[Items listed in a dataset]

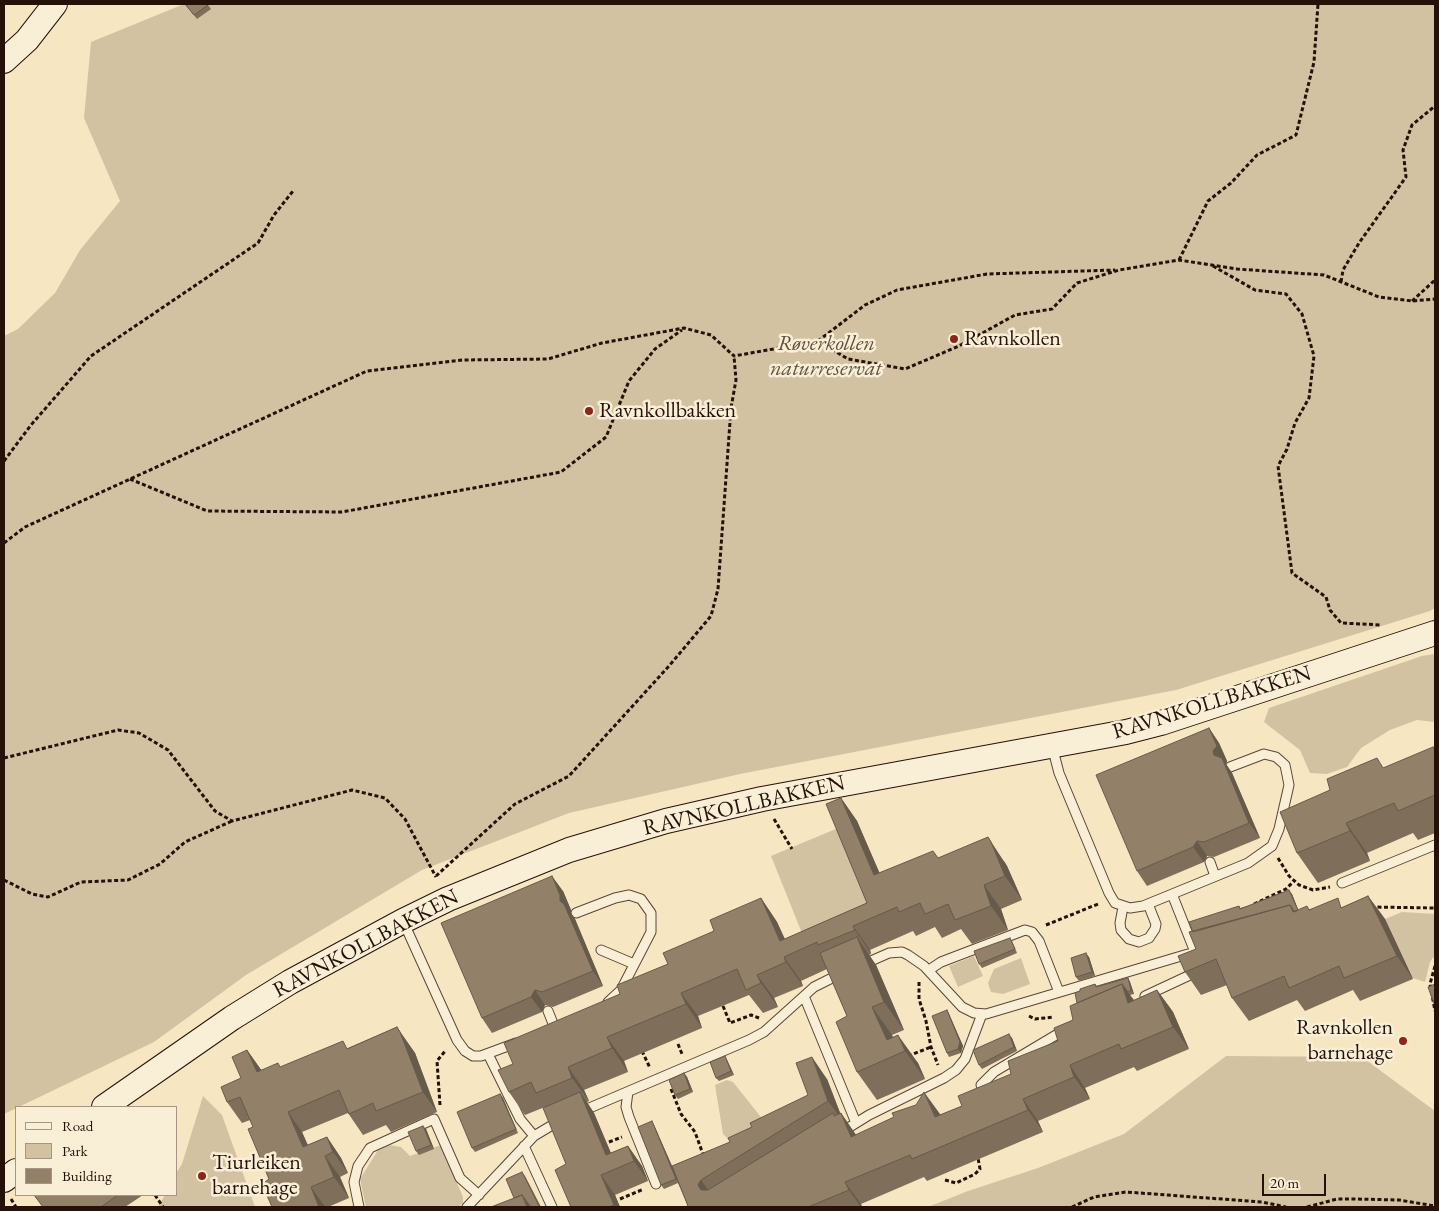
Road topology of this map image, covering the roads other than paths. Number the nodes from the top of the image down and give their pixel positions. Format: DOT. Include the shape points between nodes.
graph roads {
  1 [pos="55,4"];
  2 [pos="4,61"];
  3 [pos="1435,633"];
  4 [pos="1052,746"];
  5 [pos="1230,767"];
  6 [pos="1435,845"];
  7 [pos="1210,862"];
  8 [pos="1215,876"];
  9 [pos="1342,883"];
  10 [pos="1172,894"];
  11 [pos="1148,904"];
  12 [pos="1123,907"];
  13 [pos="576,914"];
  14 [pos="403,921"];
  15 [pos="601,950"];
  16 [pos="1199,951"];
  17 [pos="634,964"];
  18 [pos="929,970"];
  19 [pos="1059,992"];
  20 [pos="804,996"];
  21 [pos="1136,1000"];
  22 [pos="601,1006"];
  23 [pos="548,1011"];
  24 [pos="982,1014"];
  25 [pos="554,1026"];
  26 [pos="1074,1026"];
  27 [pos="528,1037"];
  28 [pos="488,1054"];
  29 [pos="981,1085"];
  30 [pos="628,1092"];
  31 [pos="105,1106"];
  32 [pos="856,1123"];
  33 [pos="534,1136"];
  34 [pos="834,1136"];
  35 [pos="524,1146"];
  36 [pos="15,1172"];
  37 [pos="4,1180"];
  38 [pos="656,1184"];
  39 [pos="479,1194"];
  40 [pos="359,1207"];
  41 [pos="467,1207"];
  42 [pos="552,1207"];
  1 -- 2 [label="street" via="27,40"];
  3 -- 4 [label="street, RAVNKOLLBAKKEN" via="1161,723"];
  4 -- 12 [label="lane" via="1062,781 1108,893 1115,903"];
  4 -- 14 [label="street, RAVNKOLLBAKKEN" via="762,799 666,821 569,850 448,899"];
  5 -- 8 [label="lane" via="1264,754 1276,757 1285,765 1289,785 1272,846 1258,858"];
  6 -- 9 [label="lane"];
  7 -- 8 [label="lane"];
  8 -- 10 [label="lane"];
  10 -- 11 [label="lane"];
  10 -- 16 [label="lane"];
  11 -- 12 [label="lane"];
  11 -- 12 [label="lane" via="1155,929 1149,938 1139,942 1129,939 1122,930"];
  13 -- 17 [label="lane" via="623,896 636,896 645,902 653,925"];
  14 -- 28 [label="lane" via="457,1040 470,1055"];
  14 -- 31 [label="street, RAVNKOLLBAKKEN" via="239,1013"];
  15 -- 17 [label="lane"];
  16 -- 19 [label="lane"];
  16 -- 21 [label="lane" via="1196,972"];
  17 -- 22 [label="lane" via="617,996"];
  18 -- 19 [label="lane" via="941,962 1025,930 1032,932 1039,941"];
  18 -- 20 [label="lane" via="902,952 889,953 823,981"];
  18 -- 24 [label="lane" via="962,1007"];
  19 -- 24 [label="lane"];
  20 -- 30 [label="lane" via="768,1028 740,1044"];
  20 -- 32 [label="lane"];
  23 -- 25 [label="lane"];
  24 -- 32 [label="lane" via="979,1028 956,1070"];
  26 -- 29 [label="lane" via="1038,1044 994,1072"];
  27 -- 28 [label="lane"];
  28 -- 33 [label="lane" via="520,1119"];
  30 -- 33 [label="lane" via="554,1123"];
  30 -- 38 [label="lane" via="626,1107 629,1117"];
  32 -- 34 [label="lane"];
  33 -- 35 [label="lane"];
  35 -- 39 [label="lane"];
  35 -- 42 [label="lane"];
  36 -- 37 [label="street"];
  39 -- 40 [label="lane" via="460,1178 434,1119 370,1148 358,1166 354,1182"];
  39 -- 41 [label="lane"];
}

● Activity: Bring together all lines in the records where the word "RAVNKOLLBAKKEN" is found.

● Result of this task:
  3 -- 4 [label="street, RAVNKOLLBAKKEN" via="1161,723"];
  4 -- 14 [label="street, RAVNKOLLBAKKEN" via="762,799 666,821 569,850 448,899"];
  14 -- 31 [label="street, RAVNKOLLBAKKEN" via="239,1013"];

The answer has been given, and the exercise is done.